Of course—despite this; despite power relationships; despite my provincial brain and its inability to break down barriers—I do believe in the possibilities of literary translation, or literary re-creation. I’m not saying it will improve your health or re-grow lost hair. But: good books. Who doesn’t like good books?
Meanwhile, the judges have been announced for the Independent Foreign Fiction prize 2011. According to organizers, a longlist will be announced in March 2011, followed by the shortlist in April at London Book Fair. The winner will be announced at a ceremony in Central London in May.
January 14, 2011 @ 6:18 am
There are certainly points to be made about translation smoothing over cultural differences and blurring the lines between the cultural meanings inherent in words and phrases. The real issue with learning a language is not the words, but the cultural meanings inherent in the words. This means not only the famous phrases that come from great literature, but the more every day like jokes and things kids say. Getting those shades of meanings is the hardest part.

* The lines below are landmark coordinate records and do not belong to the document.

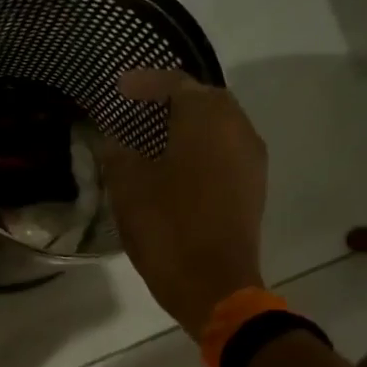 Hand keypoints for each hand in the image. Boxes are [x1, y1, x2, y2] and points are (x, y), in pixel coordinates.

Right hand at [100, 69, 266, 338]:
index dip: (143, 83)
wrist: (213, 284)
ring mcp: (250, 158)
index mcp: (207, 121)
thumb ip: (118, 151)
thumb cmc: (167, 229)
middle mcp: (237, 129)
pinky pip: (225, 147)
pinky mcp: (252, 184)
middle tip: (136, 106)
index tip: (117, 88)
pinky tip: (175, 160)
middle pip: (204, 98)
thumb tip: (114, 136)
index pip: (175, 84)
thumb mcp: (128, 187)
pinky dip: (201, 143)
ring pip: (219, 122)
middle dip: (170, 97)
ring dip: (188, 120)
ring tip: (152, 132) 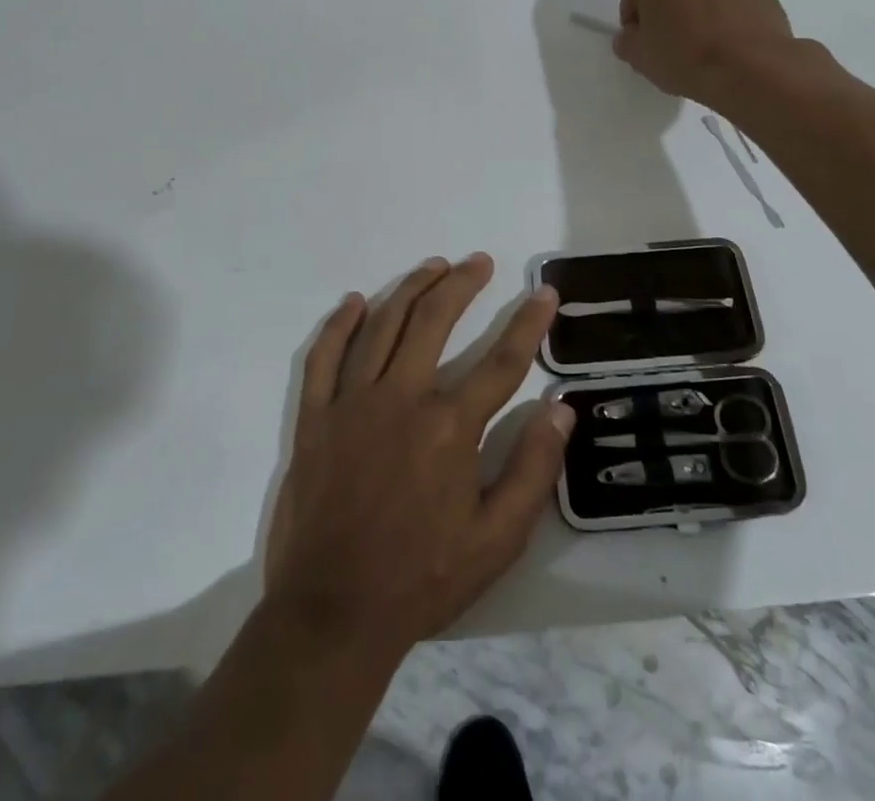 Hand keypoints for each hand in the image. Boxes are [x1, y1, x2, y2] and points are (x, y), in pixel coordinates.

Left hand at [263, 254, 572, 663]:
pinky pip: (324, 355)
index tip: (545, 291)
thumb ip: (533, 470)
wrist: (332, 614)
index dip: (529, 322)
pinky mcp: (314, 417)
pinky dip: (340, 324)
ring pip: (383, 325)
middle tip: (479, 261)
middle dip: (462, 284)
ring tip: (433, 266)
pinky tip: (355, 302)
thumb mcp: (497, 540)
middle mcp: (401, 398)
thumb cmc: (422, 578)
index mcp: (449, 426)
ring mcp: (351, 402)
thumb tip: (560, 409)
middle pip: (434, 320)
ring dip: (410, 288)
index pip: (501, 360)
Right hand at [613, 0, 805, 103]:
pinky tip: (724, 42)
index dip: (633, 12)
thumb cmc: (683, 53)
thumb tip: (632, 36)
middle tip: (667, 37)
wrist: (751, 68)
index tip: (638, 37)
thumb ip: (627, 39)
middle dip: (667, 1)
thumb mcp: (638, 54)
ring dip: (698, 4)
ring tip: (700, 41)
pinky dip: (726, 12) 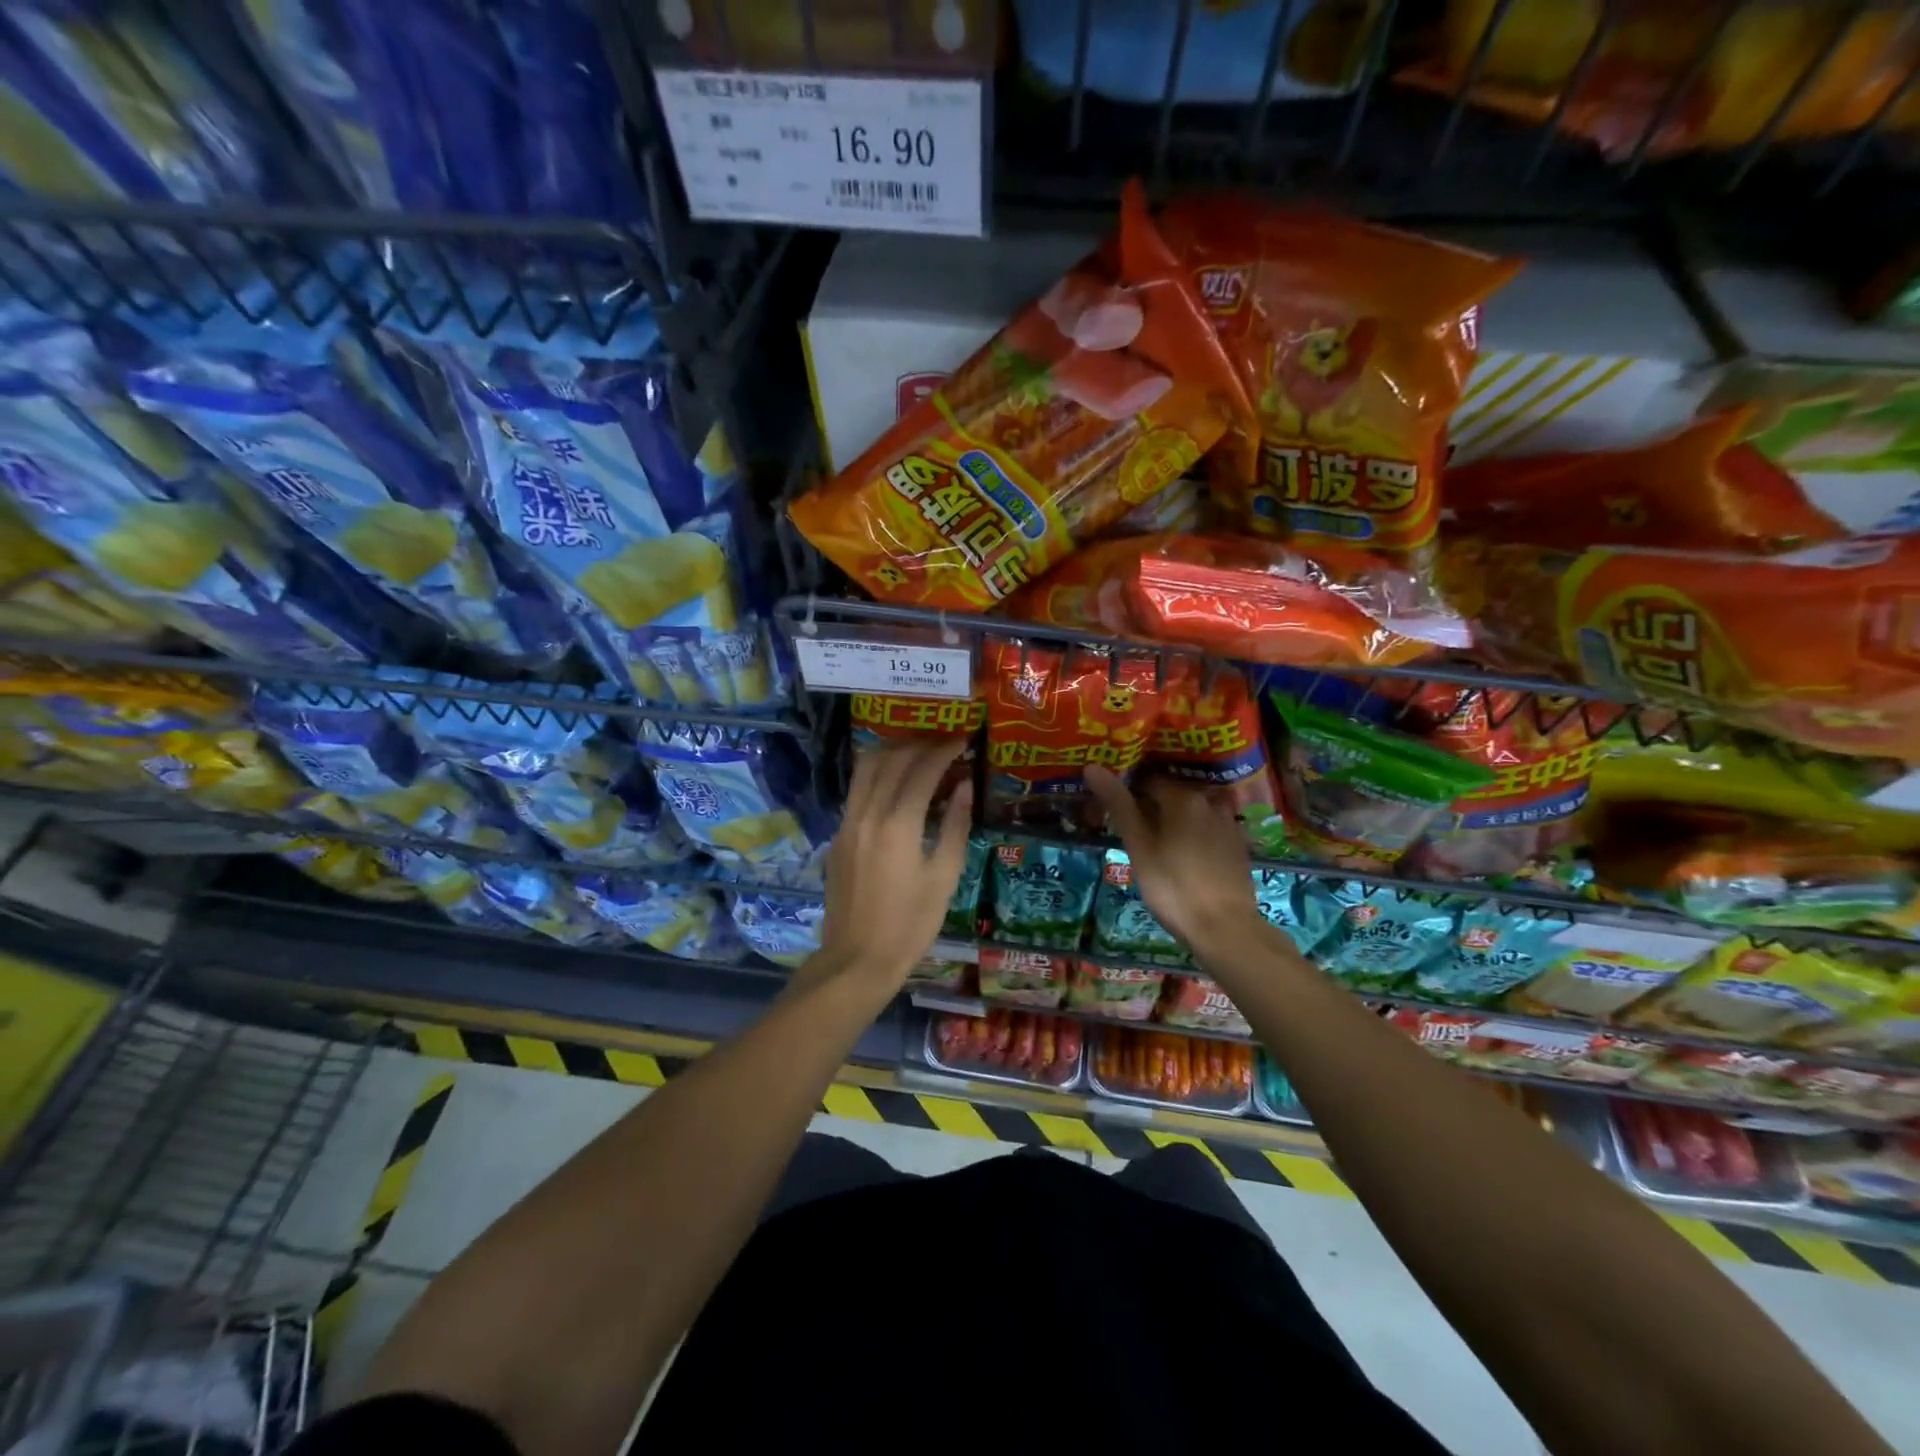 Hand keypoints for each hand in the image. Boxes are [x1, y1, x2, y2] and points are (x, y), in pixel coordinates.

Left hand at [817, 740, 973, 988]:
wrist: (857, 960)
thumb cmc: (911, 924)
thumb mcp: (945, 878)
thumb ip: (956, 826)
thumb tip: (964, 786)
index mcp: (898, 825)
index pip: (922, 769)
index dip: (944, 750)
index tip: (962, 740)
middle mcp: (868, 814)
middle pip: (891, 760)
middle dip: (919, 744)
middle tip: (943, 743)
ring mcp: (847, 824)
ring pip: (866, 769)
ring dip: (892, 753)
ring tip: (918, 753)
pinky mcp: (838, 836)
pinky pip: (857, 790)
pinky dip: (877, 775)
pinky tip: (895, 784)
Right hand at [1085, 766, 1265, 959]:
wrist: (1225, 928)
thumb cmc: (1173, 887)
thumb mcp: (1138, 847)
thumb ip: (1118, 805)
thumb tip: (1093, 767)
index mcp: (1182, 797)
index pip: (1147, 780)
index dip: (1127, 791)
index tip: (1113, 808)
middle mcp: (1208, 801)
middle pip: (1172, 794)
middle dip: (1151, 805)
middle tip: (1132, 828)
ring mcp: (1227, 823)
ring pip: (1192, 812)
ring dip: (1174, 819)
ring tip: (1156, 839)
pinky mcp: (1237, 845)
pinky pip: (1208, 828)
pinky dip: (1193, 833)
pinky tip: (1183, 853) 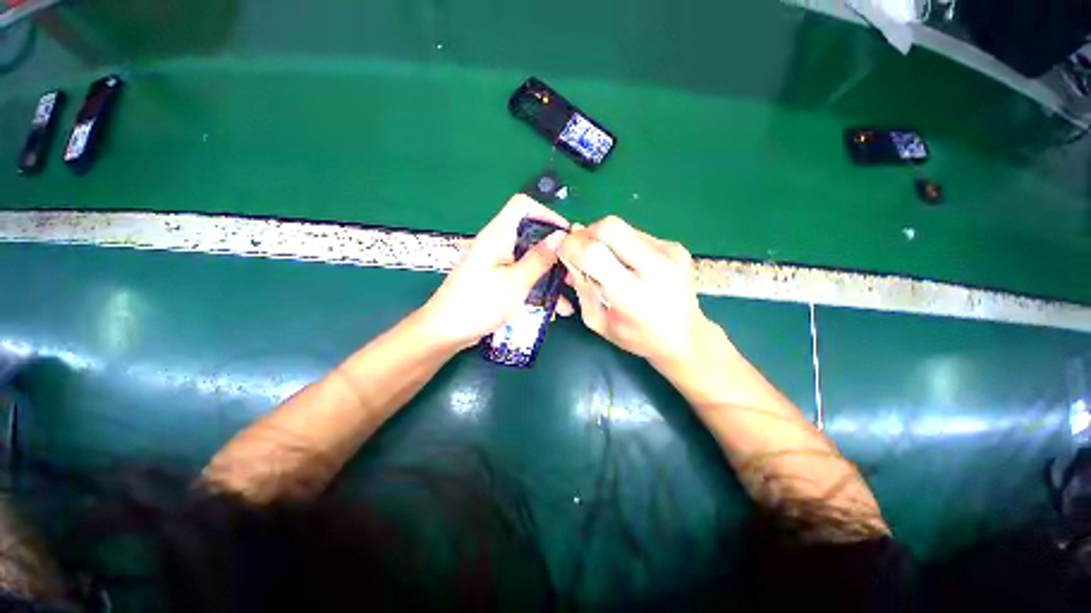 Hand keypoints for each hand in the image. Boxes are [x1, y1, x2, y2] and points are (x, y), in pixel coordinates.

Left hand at [419, 194, 574, 349]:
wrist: (446, 331)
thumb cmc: (478, 304)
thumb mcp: (514, 283)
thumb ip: (538, 259)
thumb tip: (560, 236)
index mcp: (497, 236)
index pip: (522, 206)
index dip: (545, 213)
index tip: (565, 233)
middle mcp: (497, 245)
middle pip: (530, 235)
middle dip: (554, 251)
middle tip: (572, 269)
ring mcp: (497, 263)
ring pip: (529, 260)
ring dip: (549, 275)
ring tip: (568, 293)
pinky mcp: (497, 280)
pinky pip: (522, 276)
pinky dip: (537, 287)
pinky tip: (553, 308)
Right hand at [559, 216, 710, 368]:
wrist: (687, 337)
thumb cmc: (637, 337)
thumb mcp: (598, 322)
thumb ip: (581, 288)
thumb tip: (568, 254)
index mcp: (632, 295)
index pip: (593, 253)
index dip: (571, 247)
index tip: (564, 254)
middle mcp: (655, 267)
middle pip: (609, 226)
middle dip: (587, 235)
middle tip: (582, 252)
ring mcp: (669, 253)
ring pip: (622, 226)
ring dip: (603, 239)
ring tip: (606, 261)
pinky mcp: (675, 246)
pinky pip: (636, 233)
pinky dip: (621, 244)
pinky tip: (626, 263) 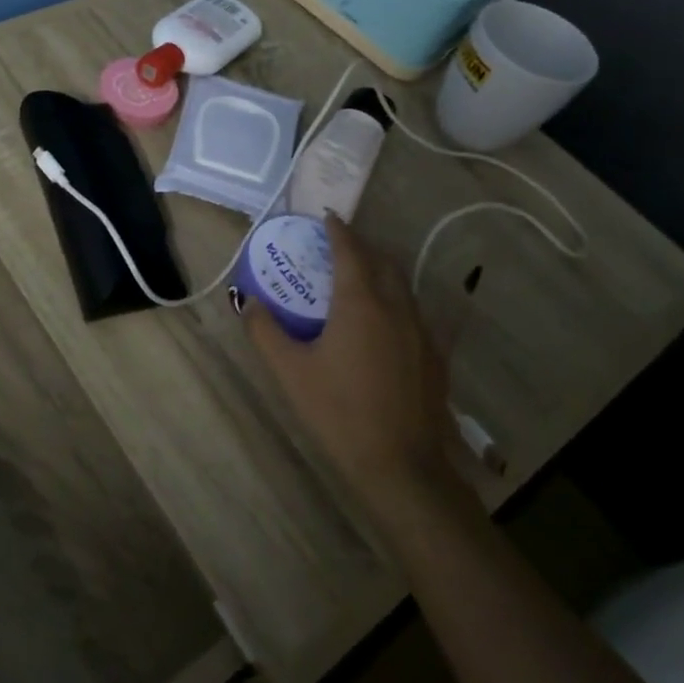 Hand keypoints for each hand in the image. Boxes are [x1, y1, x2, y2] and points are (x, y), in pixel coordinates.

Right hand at [243, 213, 461, 501]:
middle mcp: (396, 307)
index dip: (338, 230)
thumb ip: (265, 331)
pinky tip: (385, 320)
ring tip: (359, 276)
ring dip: (381, 271)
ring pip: (403, 285)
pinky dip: (396, 299)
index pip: (350, 251)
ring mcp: (421, 332)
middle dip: (362, 246)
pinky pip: (415, 312)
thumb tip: (248, 302)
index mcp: (360, 303)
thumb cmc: (339, 412)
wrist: (401, 466)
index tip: (327, 216)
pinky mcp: (434, 356)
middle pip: (383, 261)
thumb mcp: (290, 371)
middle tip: (339, 245)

However, I find it complete nonsense that translation is bad or shouldn’t be done, which feels like the extreme position but a logical outcome other their statements. I speak two languages, maybe I could tack on a third or fourth, but there is a limit to how much I can learn, a limit to how much any one can take on. Sooner or latter one has to enter into a translated relationship if you want to go beyond your language and culture. There is no perfect way to translate and there is no perfect way to relate to a culture. Ultimately, the best you can do is understand these issues.